Upregulation of CaMKIIβ and Nogo-C mRNA in Schizophrenia and the Prevalence of CAA Insert in the 3’UTR of the Nogo Gene

by Gabriela Novak




Institution: University of Toronto
Department:
Year: 2008
Keywords: CaMKII; schizophrenia; Nogo; RTN4; human; frontal cortex; gene variant; gene expression
Record ID: 1816462
Full text PDF: http://hdl.handle.net/1807/11240


Abstract

Schizophrenia may result from altered gene expression leading to abnormal neurodevelopment. In a search for genes with altered expression in schizophrenia, cDNA library subtractive hybridization experiments using post-mortem human frontal cerebral cortices from schizophrenia individuals and neurological controls were performed. I found the mRNA of two neurodevelopmentally important genes, Nogo (RTN4) and calcium/calmodulin-dependent protein kinase II beta (CaMKIIβ), to be overexpressed in post-mortem frontal cortex tissues from patients who suffered with schizophrenia. I used the quantitative real-time polymerase chain reaction method to determined the mRNA levels of these genes in tissues from age- and sex-matched individuals. Nogo is a myelin-associated protein which inhibits the outgrowth of neurites and nerve terminals.
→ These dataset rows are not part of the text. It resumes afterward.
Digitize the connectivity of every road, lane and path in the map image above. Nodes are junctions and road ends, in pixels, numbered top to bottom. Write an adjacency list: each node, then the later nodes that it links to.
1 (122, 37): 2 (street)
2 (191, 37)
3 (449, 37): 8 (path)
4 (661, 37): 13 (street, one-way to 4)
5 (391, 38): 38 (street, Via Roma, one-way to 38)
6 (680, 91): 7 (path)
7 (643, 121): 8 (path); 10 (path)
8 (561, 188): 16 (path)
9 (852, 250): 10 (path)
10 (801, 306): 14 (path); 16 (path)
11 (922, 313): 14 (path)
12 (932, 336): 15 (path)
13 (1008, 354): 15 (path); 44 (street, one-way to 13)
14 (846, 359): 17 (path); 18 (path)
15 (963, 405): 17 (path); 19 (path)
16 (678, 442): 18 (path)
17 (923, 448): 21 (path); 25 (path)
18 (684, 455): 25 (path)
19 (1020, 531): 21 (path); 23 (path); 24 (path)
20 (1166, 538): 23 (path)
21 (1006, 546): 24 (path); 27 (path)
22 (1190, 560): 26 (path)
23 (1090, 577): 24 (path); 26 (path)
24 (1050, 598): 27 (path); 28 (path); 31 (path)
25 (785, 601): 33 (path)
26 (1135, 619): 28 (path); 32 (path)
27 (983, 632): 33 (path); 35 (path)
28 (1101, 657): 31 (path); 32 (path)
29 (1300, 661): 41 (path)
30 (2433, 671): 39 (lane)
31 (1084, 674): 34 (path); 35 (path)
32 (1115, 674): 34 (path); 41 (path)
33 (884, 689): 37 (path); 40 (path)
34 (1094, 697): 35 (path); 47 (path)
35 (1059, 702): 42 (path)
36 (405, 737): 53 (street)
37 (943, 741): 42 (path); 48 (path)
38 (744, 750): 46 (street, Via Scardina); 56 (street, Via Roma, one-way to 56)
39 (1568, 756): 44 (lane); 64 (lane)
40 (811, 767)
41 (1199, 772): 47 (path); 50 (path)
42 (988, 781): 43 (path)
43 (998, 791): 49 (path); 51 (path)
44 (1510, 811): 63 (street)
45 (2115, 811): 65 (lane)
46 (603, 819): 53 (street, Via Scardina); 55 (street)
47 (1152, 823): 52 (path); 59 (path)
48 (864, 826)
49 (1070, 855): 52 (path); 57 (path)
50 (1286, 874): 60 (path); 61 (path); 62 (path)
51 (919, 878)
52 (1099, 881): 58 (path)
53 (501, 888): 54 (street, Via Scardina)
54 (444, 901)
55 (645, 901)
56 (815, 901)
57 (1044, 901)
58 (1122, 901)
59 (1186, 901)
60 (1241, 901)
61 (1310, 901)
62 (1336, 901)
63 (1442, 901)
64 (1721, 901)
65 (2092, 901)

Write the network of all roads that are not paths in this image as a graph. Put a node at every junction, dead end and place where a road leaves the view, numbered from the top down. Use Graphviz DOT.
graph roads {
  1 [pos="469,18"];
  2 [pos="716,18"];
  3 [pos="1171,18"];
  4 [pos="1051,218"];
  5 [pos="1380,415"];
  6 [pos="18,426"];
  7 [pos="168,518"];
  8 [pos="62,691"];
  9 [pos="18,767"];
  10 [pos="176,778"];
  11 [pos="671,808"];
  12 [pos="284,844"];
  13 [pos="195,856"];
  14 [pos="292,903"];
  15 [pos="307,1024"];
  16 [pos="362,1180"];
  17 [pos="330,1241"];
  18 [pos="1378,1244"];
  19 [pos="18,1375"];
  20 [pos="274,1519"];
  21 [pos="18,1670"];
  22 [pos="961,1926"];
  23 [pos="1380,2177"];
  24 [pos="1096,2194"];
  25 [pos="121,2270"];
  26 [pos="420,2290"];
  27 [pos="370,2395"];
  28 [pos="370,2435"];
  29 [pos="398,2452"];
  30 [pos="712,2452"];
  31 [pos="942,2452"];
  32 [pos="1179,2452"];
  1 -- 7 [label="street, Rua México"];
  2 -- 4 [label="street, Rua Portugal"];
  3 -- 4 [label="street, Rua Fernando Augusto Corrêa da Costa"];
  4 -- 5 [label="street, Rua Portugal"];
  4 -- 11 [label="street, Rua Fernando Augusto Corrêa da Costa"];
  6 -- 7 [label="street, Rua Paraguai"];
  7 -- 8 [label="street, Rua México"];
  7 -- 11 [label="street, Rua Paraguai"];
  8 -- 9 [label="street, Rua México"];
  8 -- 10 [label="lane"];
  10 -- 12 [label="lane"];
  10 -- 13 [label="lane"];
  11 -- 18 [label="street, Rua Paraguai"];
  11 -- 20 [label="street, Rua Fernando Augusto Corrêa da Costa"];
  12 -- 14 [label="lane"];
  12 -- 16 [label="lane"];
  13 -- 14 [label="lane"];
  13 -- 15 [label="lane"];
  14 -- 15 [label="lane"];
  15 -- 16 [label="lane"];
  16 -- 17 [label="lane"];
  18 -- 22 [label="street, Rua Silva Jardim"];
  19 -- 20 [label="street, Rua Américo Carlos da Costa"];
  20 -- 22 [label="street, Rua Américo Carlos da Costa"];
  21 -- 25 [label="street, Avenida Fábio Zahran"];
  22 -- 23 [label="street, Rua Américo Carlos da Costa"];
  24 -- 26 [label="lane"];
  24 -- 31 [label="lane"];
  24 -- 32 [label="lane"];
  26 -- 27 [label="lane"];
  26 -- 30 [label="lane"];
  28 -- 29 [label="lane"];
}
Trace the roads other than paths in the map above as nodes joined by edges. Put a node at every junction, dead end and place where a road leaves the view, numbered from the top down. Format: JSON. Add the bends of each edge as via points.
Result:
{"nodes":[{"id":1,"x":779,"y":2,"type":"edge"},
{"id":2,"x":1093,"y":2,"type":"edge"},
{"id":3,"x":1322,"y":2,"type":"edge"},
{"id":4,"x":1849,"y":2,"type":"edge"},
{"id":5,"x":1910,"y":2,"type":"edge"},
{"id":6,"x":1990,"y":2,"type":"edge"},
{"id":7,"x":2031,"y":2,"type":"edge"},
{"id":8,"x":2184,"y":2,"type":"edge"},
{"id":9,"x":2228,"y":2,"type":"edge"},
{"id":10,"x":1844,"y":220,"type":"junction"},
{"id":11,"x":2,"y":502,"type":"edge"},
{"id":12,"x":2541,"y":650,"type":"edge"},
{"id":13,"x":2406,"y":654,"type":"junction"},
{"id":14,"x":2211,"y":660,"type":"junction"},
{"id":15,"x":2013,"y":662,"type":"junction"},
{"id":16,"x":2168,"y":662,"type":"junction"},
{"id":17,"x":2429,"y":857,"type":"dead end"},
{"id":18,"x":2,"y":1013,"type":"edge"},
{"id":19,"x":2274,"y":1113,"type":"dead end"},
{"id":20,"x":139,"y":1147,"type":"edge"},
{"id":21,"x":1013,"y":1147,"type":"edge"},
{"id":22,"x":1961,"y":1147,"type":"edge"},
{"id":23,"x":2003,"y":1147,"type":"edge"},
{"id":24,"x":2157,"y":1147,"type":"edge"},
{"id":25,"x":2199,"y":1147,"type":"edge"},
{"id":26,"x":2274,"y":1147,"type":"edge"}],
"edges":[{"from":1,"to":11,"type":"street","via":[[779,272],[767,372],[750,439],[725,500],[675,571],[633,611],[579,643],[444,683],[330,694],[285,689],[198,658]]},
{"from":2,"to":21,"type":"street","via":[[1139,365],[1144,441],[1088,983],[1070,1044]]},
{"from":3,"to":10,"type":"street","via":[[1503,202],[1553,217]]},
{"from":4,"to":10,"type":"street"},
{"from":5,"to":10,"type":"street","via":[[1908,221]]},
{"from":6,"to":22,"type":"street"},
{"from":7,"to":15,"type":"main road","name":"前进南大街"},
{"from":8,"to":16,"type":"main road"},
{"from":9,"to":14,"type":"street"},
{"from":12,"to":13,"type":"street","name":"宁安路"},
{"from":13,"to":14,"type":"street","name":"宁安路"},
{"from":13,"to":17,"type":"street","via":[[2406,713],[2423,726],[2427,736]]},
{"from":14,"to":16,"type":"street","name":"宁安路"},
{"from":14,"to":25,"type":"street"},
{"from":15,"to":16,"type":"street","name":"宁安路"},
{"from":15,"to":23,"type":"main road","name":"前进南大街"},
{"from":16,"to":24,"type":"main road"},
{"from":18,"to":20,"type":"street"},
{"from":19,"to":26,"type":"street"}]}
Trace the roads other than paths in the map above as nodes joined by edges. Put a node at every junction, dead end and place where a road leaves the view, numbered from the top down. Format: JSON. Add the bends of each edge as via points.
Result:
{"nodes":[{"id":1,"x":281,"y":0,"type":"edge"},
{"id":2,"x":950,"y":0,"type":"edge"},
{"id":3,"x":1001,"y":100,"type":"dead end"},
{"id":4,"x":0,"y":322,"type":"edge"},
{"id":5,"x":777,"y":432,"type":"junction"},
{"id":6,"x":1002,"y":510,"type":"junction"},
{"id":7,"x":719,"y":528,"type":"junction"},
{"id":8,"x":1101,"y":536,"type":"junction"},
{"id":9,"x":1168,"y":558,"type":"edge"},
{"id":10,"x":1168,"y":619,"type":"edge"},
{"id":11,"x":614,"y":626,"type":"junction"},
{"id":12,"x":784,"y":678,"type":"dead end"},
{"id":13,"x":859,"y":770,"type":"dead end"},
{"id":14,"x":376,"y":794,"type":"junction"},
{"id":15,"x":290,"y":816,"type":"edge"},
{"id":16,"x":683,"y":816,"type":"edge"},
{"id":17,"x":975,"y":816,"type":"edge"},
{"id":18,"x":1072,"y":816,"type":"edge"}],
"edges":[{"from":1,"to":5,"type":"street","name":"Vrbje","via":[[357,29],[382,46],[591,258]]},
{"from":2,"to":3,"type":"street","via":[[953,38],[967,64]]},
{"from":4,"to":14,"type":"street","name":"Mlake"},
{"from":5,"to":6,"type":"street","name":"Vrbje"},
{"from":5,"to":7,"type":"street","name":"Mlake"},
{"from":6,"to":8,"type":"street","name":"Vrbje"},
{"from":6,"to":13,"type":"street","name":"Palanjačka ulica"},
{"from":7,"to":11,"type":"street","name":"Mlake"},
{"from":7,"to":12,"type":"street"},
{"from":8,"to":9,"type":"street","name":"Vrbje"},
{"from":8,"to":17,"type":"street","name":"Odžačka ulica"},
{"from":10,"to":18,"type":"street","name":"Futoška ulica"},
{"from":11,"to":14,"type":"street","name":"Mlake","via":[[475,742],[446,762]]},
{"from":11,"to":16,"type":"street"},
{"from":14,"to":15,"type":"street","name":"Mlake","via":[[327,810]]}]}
The gene produces three splice variants, Nogo-A, B and C. I found Nogo-C mRNA to be overexpressed by 26% in schizophrenia. I also found a 17% reduction of Nogo-B mRNA in samples from individuals who had been diagnosed with severe depression. Furthermore, I showed that there is a direct correlation between the expression of both Nogo-A and -C and the presence of a CAA insert in the 3’UTR of the Nogo gene. CaMKII is a kinase localized at the postsynaptic density. The holoenzyme is primarily composed of the subunits α and β, encoded by two separate genes. It influences the expression of many neuroreceptors, in particular receptors of the glutamatergic pathway. CaMKII also mediates neural maturation during puberty, a time of onset of schizophrenia. The expression of CaMKIIα was elevated 29% in frontal cortex tissues of patients who suffered from depression. The expression of CaMKIIβ was elevated 27% in tissues of schizophrenia patients and 36% in tissues of patients diagnosed with depression. Upregulation of CaMKIIβ was associated with the presence of the CAA insert in at least one copy of the Nogo gene in a group containing both healthy subjects and patients with mental illness, possibly linking the CaMKII and Nogo pathways. The values for the expression of Nogo, CaMKIIα and CaMKIIβ were normalized to β-glucuronidase expression to minimize the effects of mRNA degradation. These results confirm that upregulation of Nogo-C and CaMKIIβ is likely associated with schizophrenia.